### Problem requirements
Would you repeat the listing below verbatim and drop the images?

### Supplied data
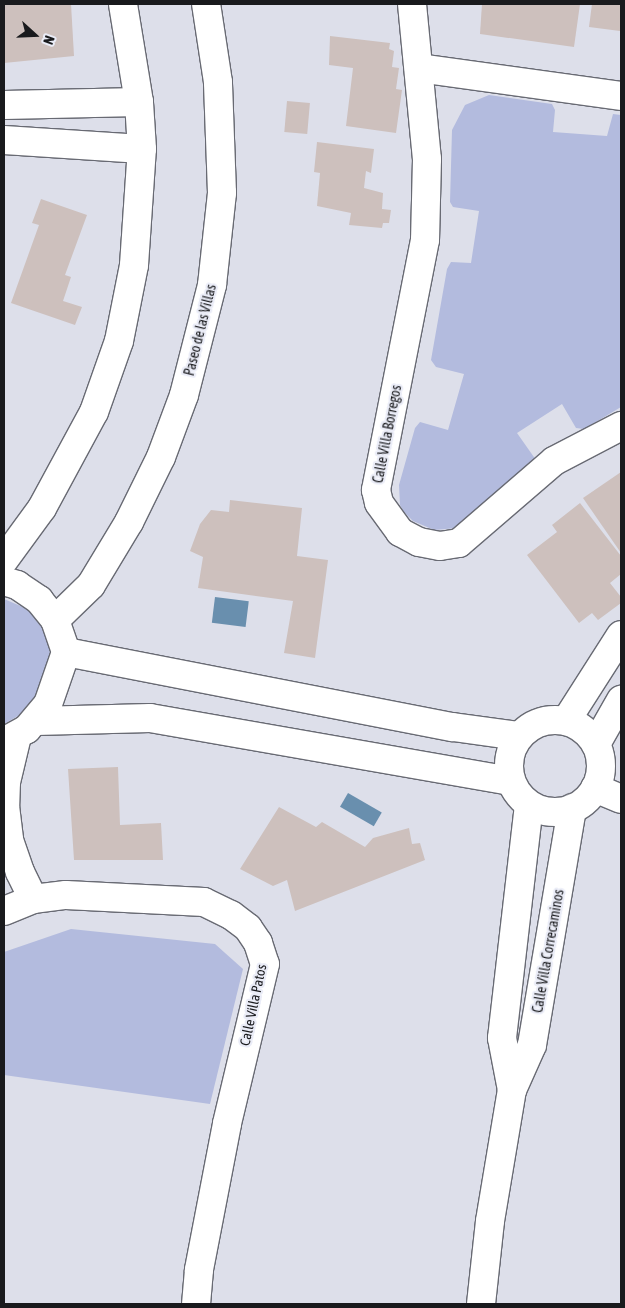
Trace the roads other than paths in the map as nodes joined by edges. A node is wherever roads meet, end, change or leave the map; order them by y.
1 (122, 4) edge
2 (206, 4) edge
3 (412, 4) edge
4 (419, 68) junction
5 (621, 96) edge
6 (140, 102) junction
7 (37, 104) junction
8 (4, 105) edge
9 (4, 140) edge
10 (38, 142) junction
11 (142, 149) junction
12 (621, 426) edge
13 (4, 560) edge
14 (4, 581) edge
15 (55, 620) junction
16 (621, 635) edge
17 (66, 652) junction
18 (621, 700) edge
19 (566, 721) junction
20 (19, 733) edge
21 (519, 736) junction
22 (606, 758) edge
23 (511, 781) junction
24 (595, 788) junction
25 (621, 799) edge
26 (529, 804) junction
27 (4, 806) edge
28 (572, 808) junction
29 (33, 899) junction
30 (4, 911) edge
31 (516, 915) junction
32 (554, 918) junction
33 (512, 1090) junction
34 (196, 1304) edge
35 (481, 1304) edge

1 - 6 street
2 - 15 street, Paseo de las Villas
3 - 4 street, Calle Villa Borregos
4 - 5 street
4 - 12 street, Calle Villa Borregos
6 - 7 street
6 - 11 street
7 - 8 street
7 - 10 street
9 - 10 street
10 - 11 street
11 - 13 street
14 - 15 street
15 - 17 street
16 - 19 street
17 - 20 street
17 - 21 street
18 - 22 street
19 - 21 street
19 - 22 street
20 - 23 street
20 - 27 street
21 - 23 street
22 - 24 street
23 - 26 street
24 - 25 street
24 - 28 street
26 - 28 street
26 - 31 street, Calle Villa Correcaminos
27 - 29 street
28 - 32 street, Calle Villa Correcaminos
29 - 30 street, Calle Villa Patos
29 - 34 street, Calle Villa Patos
31 - 32 street
31 - 33 street, Calle Villa Correcaminos
32 - 33 street, Calle Villa Correcaminos
33 - 35 street, Calle Villa Correcaminos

### Answer box
Trace the roads other than paths in the map as nodes joined by edges. A node is wherever roads meet, end, change or leave the map; order them by y.
1 (122, 4) edge
2 (206, 4) edge
3 (412, 4) edge
4 (419, 68) junction
5 (621, 96) edge
6 (140, 102) junction
7 (37, 104) junction
8 (4, 105) edge
9 (4, 140) edge
10 (38, 142) junction
11 (142, 149) junction
12 (621, 426) edge
13 (4, 560) edge
14 (4, 581) edge
15 (55, 620) junction
16 (621, 635) edge
17 (66, 652) junction
18 (621, 700) edge
19 (566, 721) junction
20 (19, 733) edge
21 (519, 736) junction
22 (606, 758) edge
23 (511, 781) junction
24 (595, 788) junction
25 (621, 799) edge
26 (529, 804) junction
27 (4, 806) edge
28 (572, 808) junction
29 (33, 899) junction
30 (4, 911) edge
31 (516, 915) junction
32 (554, 918) junction
33 (512, 1090) junction
34 (196, 1304) edge
35 (481, 1304) edge

1 - 6 street
2 - 15 street, Paseo de las Villas
3 - 4 street, Calle Villa Borregos
4 - 5 street
4 - 12 street, Calle Villa Borregos
6 - 7 street
6 - 11 street
7 - 8 street
7 - 10 street
9 - 10 street
10 - 11 street
11 - 13 street
14 - 15 street
15 - 17 street
16 - 19 street
17 - 20 street
17 - 21 street
18 - 22 street
19 - 21 street
19 - 22 street
20 - 23 street
20 - 27 street
21 - 23 street
22 - 24 street
23 - 26 street
24 - 25 street
24 - 28 street
26 - 28 street
26 - 31 street, Calle Villa Correcaminos
27 - 29 street
28 - 32 street, Calle Villa Correcaminos
29 - 30 street, Calle Villa Patos
29 - 34 street, Calle Villa Patos
31 - 32 street
31 - 33 street, Calle Villa Correcaminos
32 - 33 street, Calle Villa Correcaminos
33 - 35 street, Calle Villa Correcaminos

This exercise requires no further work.